二宮カズナリには「叔父さんに会えばわかる、大丈夫」と言われたけれど。アポなしで突撃したオイラ達は明らかに歓迎されていなかった。

まず、何らかの打ち合わせ中だったらしく「HIGASHIYAMA」と表札に書かれた叔父さんの部屋には先客が居た。

サカモトさんと名乗ったその人は、オイラ達が来て一旦は帰ろうとしたようだけど、叔父さんに引き留められて結局同席している。

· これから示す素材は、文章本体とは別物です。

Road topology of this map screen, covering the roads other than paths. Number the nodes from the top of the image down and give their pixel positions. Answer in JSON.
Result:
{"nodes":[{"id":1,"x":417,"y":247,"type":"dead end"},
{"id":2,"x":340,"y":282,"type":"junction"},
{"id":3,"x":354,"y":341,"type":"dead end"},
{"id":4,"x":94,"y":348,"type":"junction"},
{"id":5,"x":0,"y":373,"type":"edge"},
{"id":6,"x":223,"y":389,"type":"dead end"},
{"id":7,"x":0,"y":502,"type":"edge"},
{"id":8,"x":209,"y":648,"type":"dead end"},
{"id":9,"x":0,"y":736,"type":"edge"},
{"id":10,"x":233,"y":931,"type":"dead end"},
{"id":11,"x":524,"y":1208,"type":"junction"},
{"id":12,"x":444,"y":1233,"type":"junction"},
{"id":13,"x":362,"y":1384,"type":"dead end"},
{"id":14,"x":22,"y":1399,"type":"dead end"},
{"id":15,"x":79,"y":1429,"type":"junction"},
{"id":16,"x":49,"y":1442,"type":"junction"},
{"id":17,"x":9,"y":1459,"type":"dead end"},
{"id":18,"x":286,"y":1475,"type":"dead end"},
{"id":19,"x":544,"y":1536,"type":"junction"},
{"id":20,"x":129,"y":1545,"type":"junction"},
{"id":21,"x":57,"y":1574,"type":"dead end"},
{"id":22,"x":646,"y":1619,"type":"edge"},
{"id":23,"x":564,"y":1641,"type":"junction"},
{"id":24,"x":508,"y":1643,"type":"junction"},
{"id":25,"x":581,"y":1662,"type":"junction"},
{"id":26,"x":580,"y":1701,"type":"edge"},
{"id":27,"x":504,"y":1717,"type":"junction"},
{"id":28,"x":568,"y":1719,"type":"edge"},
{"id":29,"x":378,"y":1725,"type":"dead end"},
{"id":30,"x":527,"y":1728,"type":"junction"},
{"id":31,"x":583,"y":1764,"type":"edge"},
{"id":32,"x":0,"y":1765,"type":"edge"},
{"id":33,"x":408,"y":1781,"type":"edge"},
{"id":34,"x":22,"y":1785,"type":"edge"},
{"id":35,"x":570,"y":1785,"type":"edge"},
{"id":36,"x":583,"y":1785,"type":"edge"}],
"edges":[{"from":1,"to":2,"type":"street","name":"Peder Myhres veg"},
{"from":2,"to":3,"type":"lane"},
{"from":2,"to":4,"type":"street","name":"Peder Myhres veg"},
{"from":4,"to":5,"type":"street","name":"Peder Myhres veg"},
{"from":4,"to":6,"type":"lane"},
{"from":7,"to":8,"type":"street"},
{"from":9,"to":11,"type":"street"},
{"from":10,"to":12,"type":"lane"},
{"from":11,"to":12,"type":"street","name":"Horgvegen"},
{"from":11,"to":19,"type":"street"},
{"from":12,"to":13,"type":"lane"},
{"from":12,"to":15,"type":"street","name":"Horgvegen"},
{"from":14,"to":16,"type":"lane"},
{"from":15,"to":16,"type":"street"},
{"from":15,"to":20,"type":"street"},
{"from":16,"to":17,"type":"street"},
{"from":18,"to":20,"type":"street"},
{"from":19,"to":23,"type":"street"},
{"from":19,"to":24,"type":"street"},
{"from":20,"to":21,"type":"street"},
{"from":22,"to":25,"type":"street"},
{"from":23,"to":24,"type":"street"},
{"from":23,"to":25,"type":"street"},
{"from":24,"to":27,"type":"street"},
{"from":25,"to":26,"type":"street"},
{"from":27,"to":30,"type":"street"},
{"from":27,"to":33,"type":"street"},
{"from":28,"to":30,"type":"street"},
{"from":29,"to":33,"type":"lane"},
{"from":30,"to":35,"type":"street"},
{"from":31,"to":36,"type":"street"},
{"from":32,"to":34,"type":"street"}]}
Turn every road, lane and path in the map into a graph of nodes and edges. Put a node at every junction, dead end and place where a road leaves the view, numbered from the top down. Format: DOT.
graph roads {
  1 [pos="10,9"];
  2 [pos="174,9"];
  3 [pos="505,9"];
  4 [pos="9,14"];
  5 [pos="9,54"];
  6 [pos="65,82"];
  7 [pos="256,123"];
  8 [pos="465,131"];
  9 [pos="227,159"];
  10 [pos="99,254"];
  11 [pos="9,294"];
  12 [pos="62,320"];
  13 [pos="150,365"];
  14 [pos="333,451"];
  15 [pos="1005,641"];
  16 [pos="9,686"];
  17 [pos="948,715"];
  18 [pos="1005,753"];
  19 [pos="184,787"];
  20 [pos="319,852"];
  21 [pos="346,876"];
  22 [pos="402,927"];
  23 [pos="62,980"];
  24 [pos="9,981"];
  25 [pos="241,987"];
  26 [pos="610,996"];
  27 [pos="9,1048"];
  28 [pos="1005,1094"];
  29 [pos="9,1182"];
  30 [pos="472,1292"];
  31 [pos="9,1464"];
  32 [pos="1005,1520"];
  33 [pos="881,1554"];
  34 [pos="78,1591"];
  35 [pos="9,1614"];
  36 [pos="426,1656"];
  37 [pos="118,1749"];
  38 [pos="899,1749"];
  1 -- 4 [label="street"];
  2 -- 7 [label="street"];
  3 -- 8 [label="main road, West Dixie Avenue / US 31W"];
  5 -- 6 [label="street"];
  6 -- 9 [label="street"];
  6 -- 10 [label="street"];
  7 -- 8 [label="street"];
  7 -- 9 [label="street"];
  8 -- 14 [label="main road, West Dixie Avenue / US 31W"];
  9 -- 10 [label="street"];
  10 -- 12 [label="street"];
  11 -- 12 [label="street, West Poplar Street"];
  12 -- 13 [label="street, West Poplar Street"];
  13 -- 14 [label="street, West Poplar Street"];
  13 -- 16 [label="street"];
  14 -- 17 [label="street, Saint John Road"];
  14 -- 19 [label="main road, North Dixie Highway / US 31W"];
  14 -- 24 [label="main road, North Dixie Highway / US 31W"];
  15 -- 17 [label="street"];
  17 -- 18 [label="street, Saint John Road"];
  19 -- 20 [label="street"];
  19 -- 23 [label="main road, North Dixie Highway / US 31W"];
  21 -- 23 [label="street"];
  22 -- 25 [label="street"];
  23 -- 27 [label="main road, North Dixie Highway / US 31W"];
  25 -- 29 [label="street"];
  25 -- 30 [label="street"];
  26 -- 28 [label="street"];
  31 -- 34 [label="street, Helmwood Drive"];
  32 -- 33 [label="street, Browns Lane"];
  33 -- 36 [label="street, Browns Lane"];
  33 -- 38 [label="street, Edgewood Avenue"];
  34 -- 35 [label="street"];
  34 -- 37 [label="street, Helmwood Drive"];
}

親切にコーヒーを出してくれた時に、テーブルの脇に膝をついた姿を見て、オイラは何だかこの人を知っているような気がした。どっかで会ったことがあるような……。

「…………」

二宮カズナリがオイラのことを紹介した後、ずっと黙ったままだった叔父さんが長い溜息を吐く。
表情が無いのに物凄く否定的な気持ちが伝わってきた。
オイラはその威圧感に、話が違うじゃないか、と緊張してしまう。

ソファセットの長い方に並んで座ったオイラ達は、まるで校長室に呼び出された問題児みたいだ。
例えるなら、向い側に居るヒガシヤマさんが校長で、サカモトさんが担任、って感じ?

もっとも校長にしては、ちょっと引くくらいに顔が整った人で、芸能人みたいだった。
サカモトさんだって、かなりのイケメンだ。

「カズ、お前は自分が何をしたのか解っていないようだな」

「え?」

小さな子供みたいに問い返した甥に返事をせず目を閉じる。額に手を当てると背もたれに頭を預け天井を向いた。
そしてまた溜息を吐く。

オイラは取りあえず黙って様子を見てたんだけど、ヒガシヤマさんの代わりみたくサカモトさんが話しかけて来る。

「大野君、だっけ?
今日は来てくれてありがとうね。
確かに今スタッフが欲しいのは山々なんだけれど。
……ごめんね、君が出来るような仕事じゃないんだ。
おウチまで送るよ。どの辺りに住んでるの?」

あっ、と思う。

『おウチはどこ? 一緒に帰ろうね』

思い出した。多分、あの人だ。
子供の頃の記憶が甦る。
やっぱりオイラ、この人知ってる。

「待ってよ、サカモトさんっ。だって弟さんが見つかったんじゃないの?」

二宮が言うと、叔父さんは額に置いた手をズラして、ゆっくりと髪をかき上げた。
目を開け自分の甥へ向けた視線が冷たい。

一々カッコイイのが嫌味な程だけど、この人は言葉よりも視線で語るタイプなのかもしれなかった。